X = vData.drop(['class_bus', 'class_car', 'class_van'],axis=1)     # Predictor feature columns (18 X m)
X_Orig = vDataOrig.drop('class', axis=1) # Get the independent features from the original data set with encoded "class" column

Y_bus = vData['class_bus']   # Predicted vehicle type Bus (1=True, 0=False) (1 X m)
Y_car = vData['class_car']   # Predicted vehicle type Car (1=True, 0=False) (1 X m)
Y_van = vData['class_van']   # Predicted vehicle type Van (1=True, 0=False) (1 X m)
Y_Orig = vDataOrig['class']   # Predicted vehicle type "class" (0=Bus, 1=Car and 2=Van) (1 X m)

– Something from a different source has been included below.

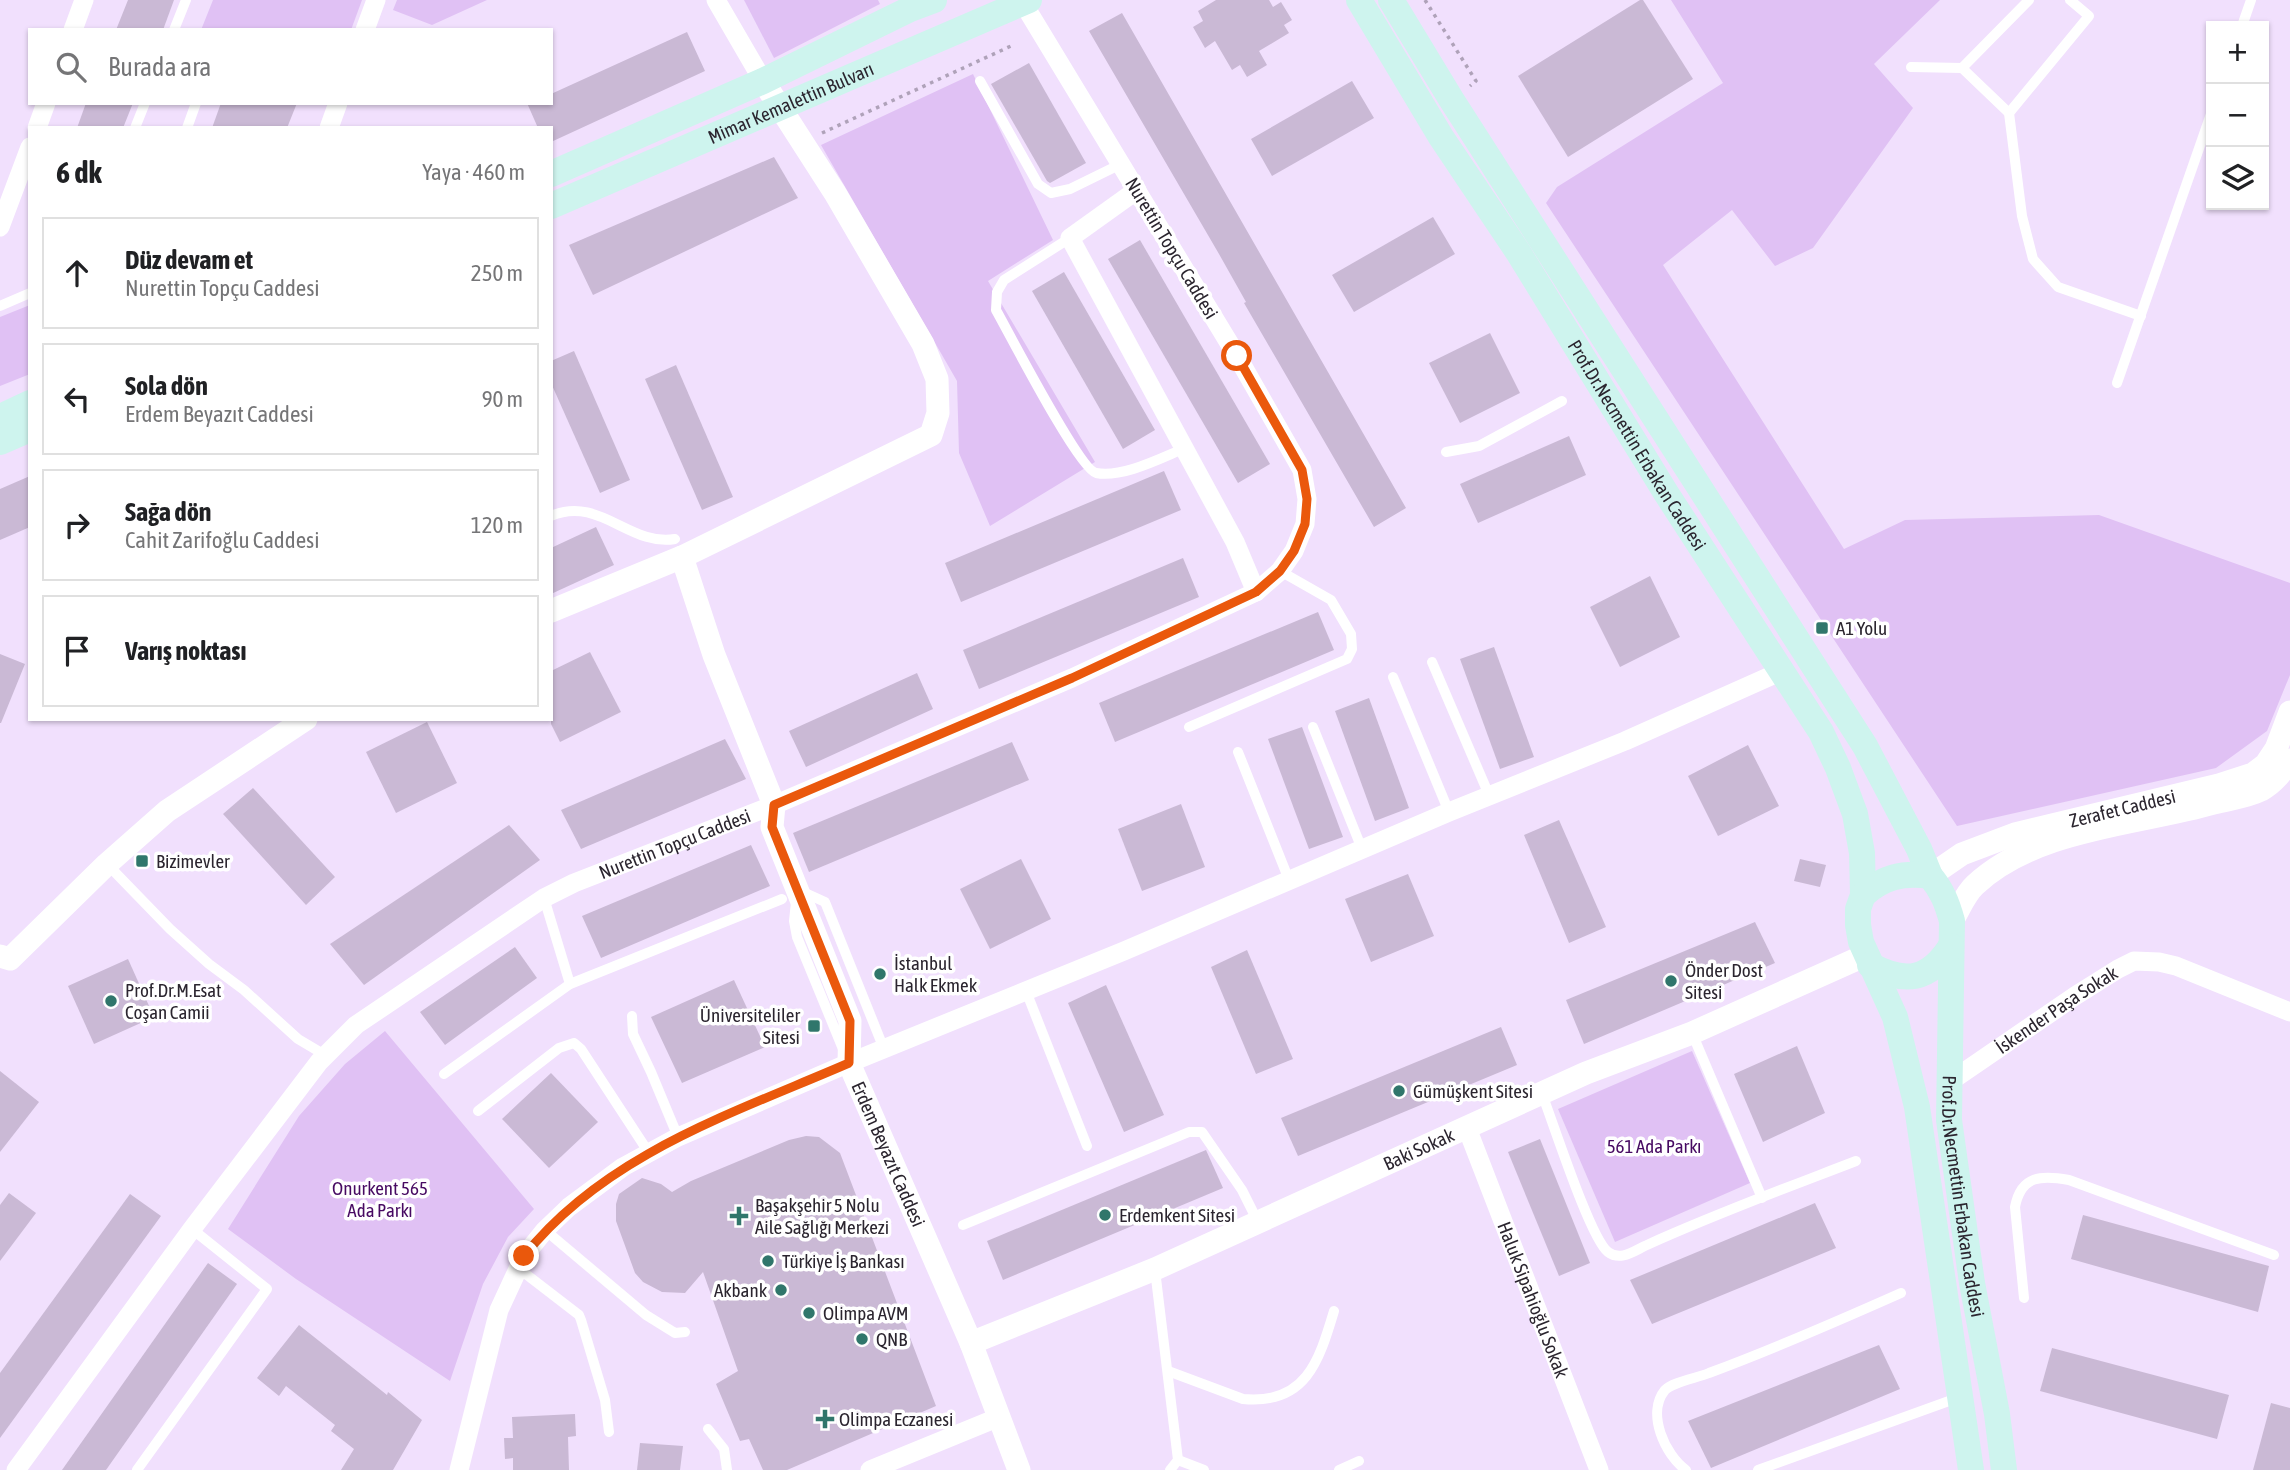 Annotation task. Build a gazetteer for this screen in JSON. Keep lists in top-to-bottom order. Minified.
{"streets":{"main road":["Mimar Kemalettin Bulvarı","Prof.Dr.Necmettin Erbakan Caddesi"],"street":["Nurettin Topçu Caddesi","Zerafet Caddesi","İskender Paşa Sokak","Baki Sokak","Erdem Beyazıt Caddesi","Haluk Sipahioğlu Sokak"]},"crossings":[["Mimar Kemalettin Bulvarı","Nurettin Topçu Caddesi"],["Nurettin Topçu Caddesi","Erdem Beyazıt Caddesi"],["Prof.Dr.Necmettin Erbakan Caddesi","Zerafet Caddesi"],["Prof.Dr.Necmettin Erbakan Caddesi","İskender Paşa Sokak"],["Prof.Dr.Necmettin Erbakan Caddesi","Baki Sokak"],["Zerafet Caddesi","Baki Sokak"],["Baki Sokak","Erdem Beyazıt Caddesi"],["Baki Sokak","Haluk Sipahioğlu Sokak"]],"parks":["561 Ada Parkı","Onurkent 565 Ada Parkı"],"places":{"transit":["A1 Yolu","Bizimevler","Üniversiteliler Sitesi"],"other":["İstanbul Halk Ekmek","Önder Dost Sitesi","Prof.Dr.M.Esat Coşan Camii","Gümüşkent Sitesi","Erdemkent Sitesi","Türkiye İş Bankası","Akbank","Olimpa AVM","QNB"],"health":["Başakşehir 5 Nolu Aile Sağlığı Merkezi","Olimpa Eczanesi"]},"page":{"map_buttons":["+","−"],"search":"Burada ara","heading":["6 dk","Yaya · 460 m"],"list":[["Düz devam et","Nurettin Topçu Caddesi","250 m"],["Sola dön","Erdem Beyazıt Caddesi","90 m"],["Sağa dön","Cahit Zarifoğlu Caddesi","120 m"],"Varış noktası"]}} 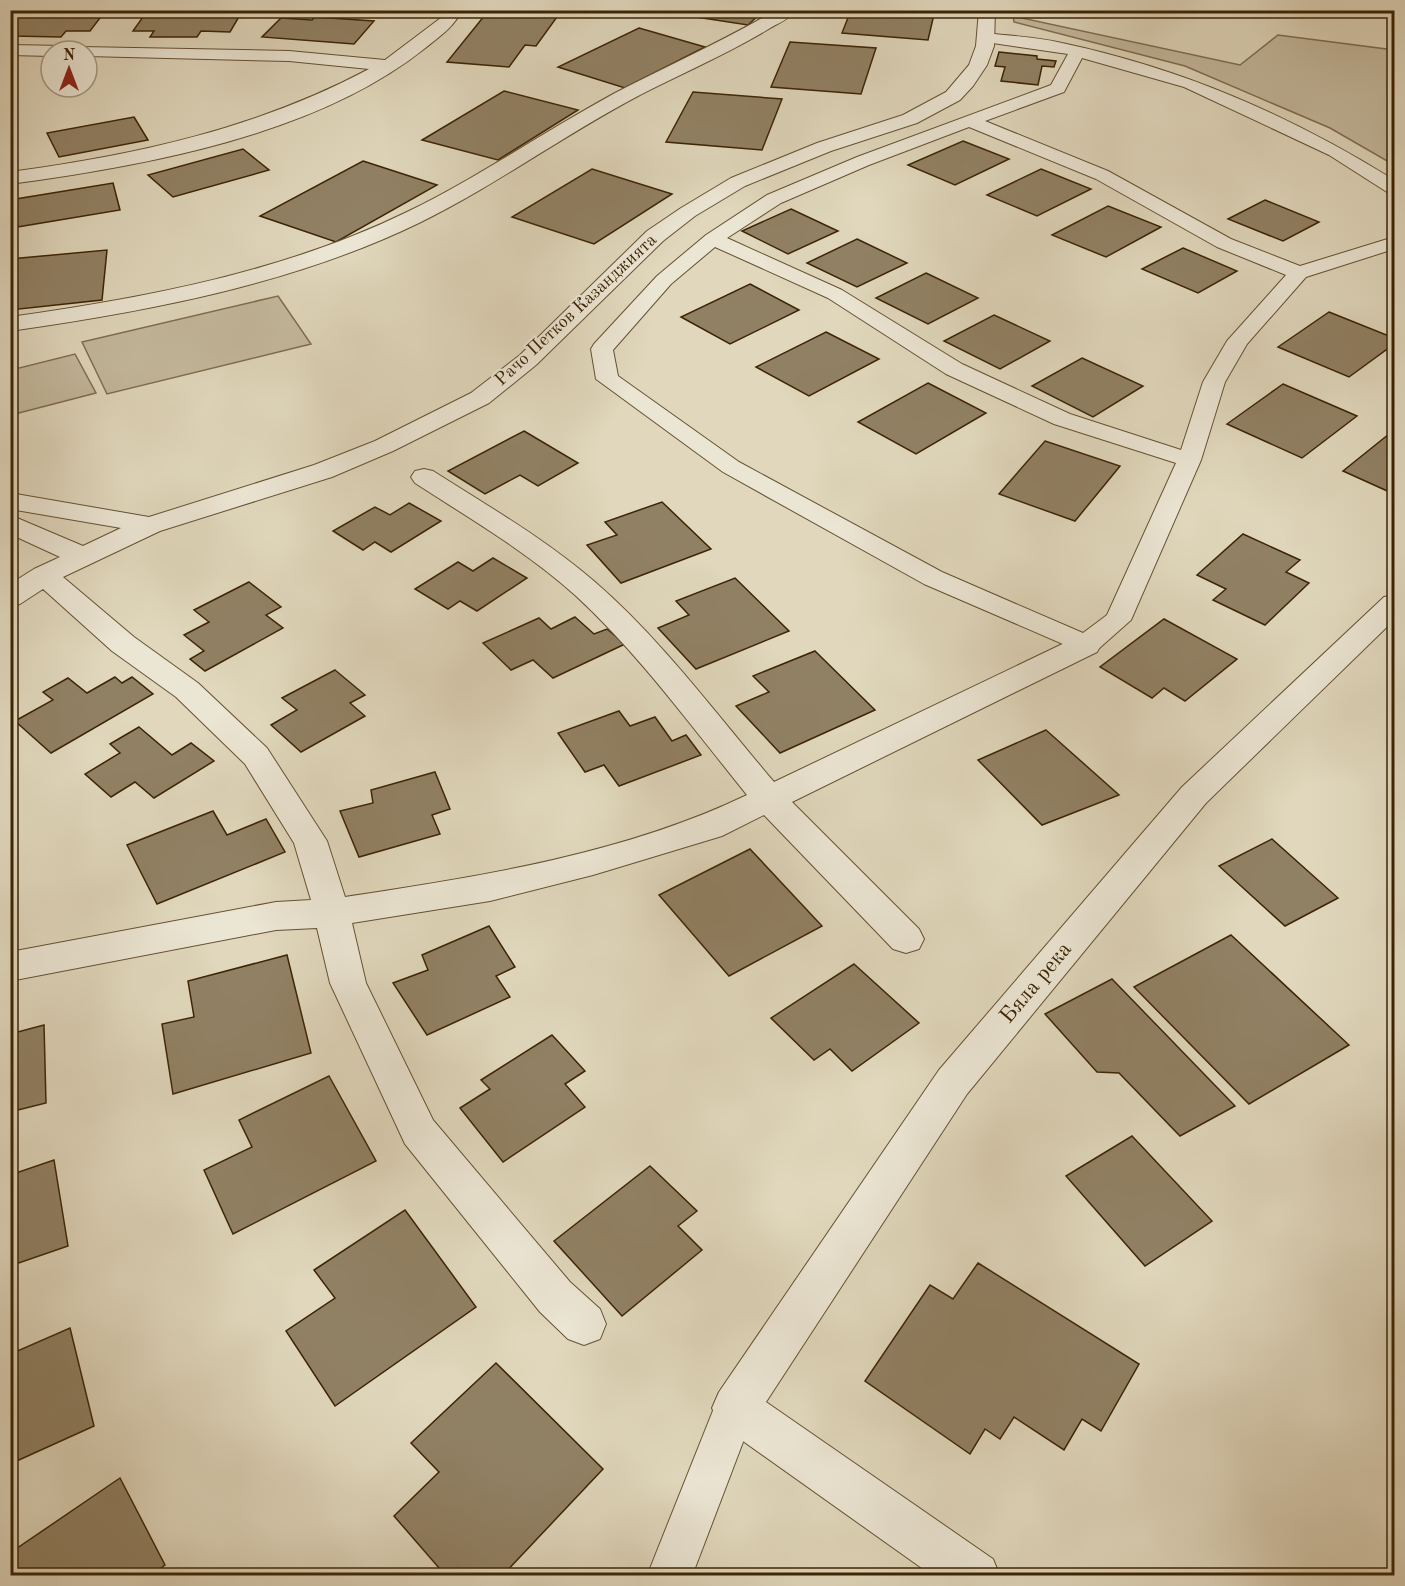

# Split data considering class_bus as target
x_train_bus, x_test_bus, y_train_bus, y_test_bus = train_test_split(X, Y_bus, test_size=0.3, random_state=5) # 5 is just any random seed number

# Split data considering class_car as target
x_train_car, x_test_car, y_train_car, y_test_car = train_test_split(X, Y_car, test_size=0.3, random_state=5) # 5 is just any random seed number

# Split data considering class_van as target
x_train_van, x_test_van, y_train_van, y_test_van = train_test_split(X, Y_van, test_size=0.3, random_state=5) # 5 is just any random seed number

# Split data considering encoded class as target
x_train_orig, x_test_orig, y_train_orig, y_test_orig = train_test_split(X_Orig, Y_Orig, test_size=0.3, random_state=5) # 5 is just any random seed number


In [None]:
# Have a look into the train data for vehicle type = Bus
x_train_bus.head()

In [None]:
# Have a look into the train data for vehicle type = Car
x_train_car.head()

In [None]:
# Have a look into the train data for vehicle type = Van
x_train_van.head()

- Train data set with respect to target variable Bus, Car and Van are same
- However used different specific variable for train-test data split to avoid any confusion during model building
- Random state = 5 is used in all cases

In [None]:
# Have a look into the train data for encoded "class"
x_train_orig.head()

In [None]:
# Validate the size of data set in the train and test data

print("{0:0.2f}% data (Vehicle class = Bus) is in training set".format((len(x_train_bus)/len(vData.index)) * 100))
print("{0:0.2f}% data (Vehicle class = Bus) is in test set".format((len(x_test_bus)/len(vData.index)) * 100))
print("---------------------------------------------------------")
print("{0:0.2f}% data (Vehicle class = Car) is in training set".format((len(x_train_car)/len(vData.index)) * 100))
print("{0:0.2f}% data (Vehicle class = Car) is in test set".format((len(x_test_car)/len(vData.index)) * 100))
print("---------------------------------------------------------")
print("{0:0.2f}% data (Vehicle class = Van) is in training set".format((len(x_train_van)/len(vData.index)) * 100))
print("{0:0.2f}% data (Vehicle class = Van) is in test set".format((len(x_test_van)/len(vData.index)) * 100))


In [None]:
# Scale the data set

# There are multiple ways to scale any data set. As we don't know what units or scales were used for each of the properties,
# we are going to apply fit/transform method of scaling to compare the outcome.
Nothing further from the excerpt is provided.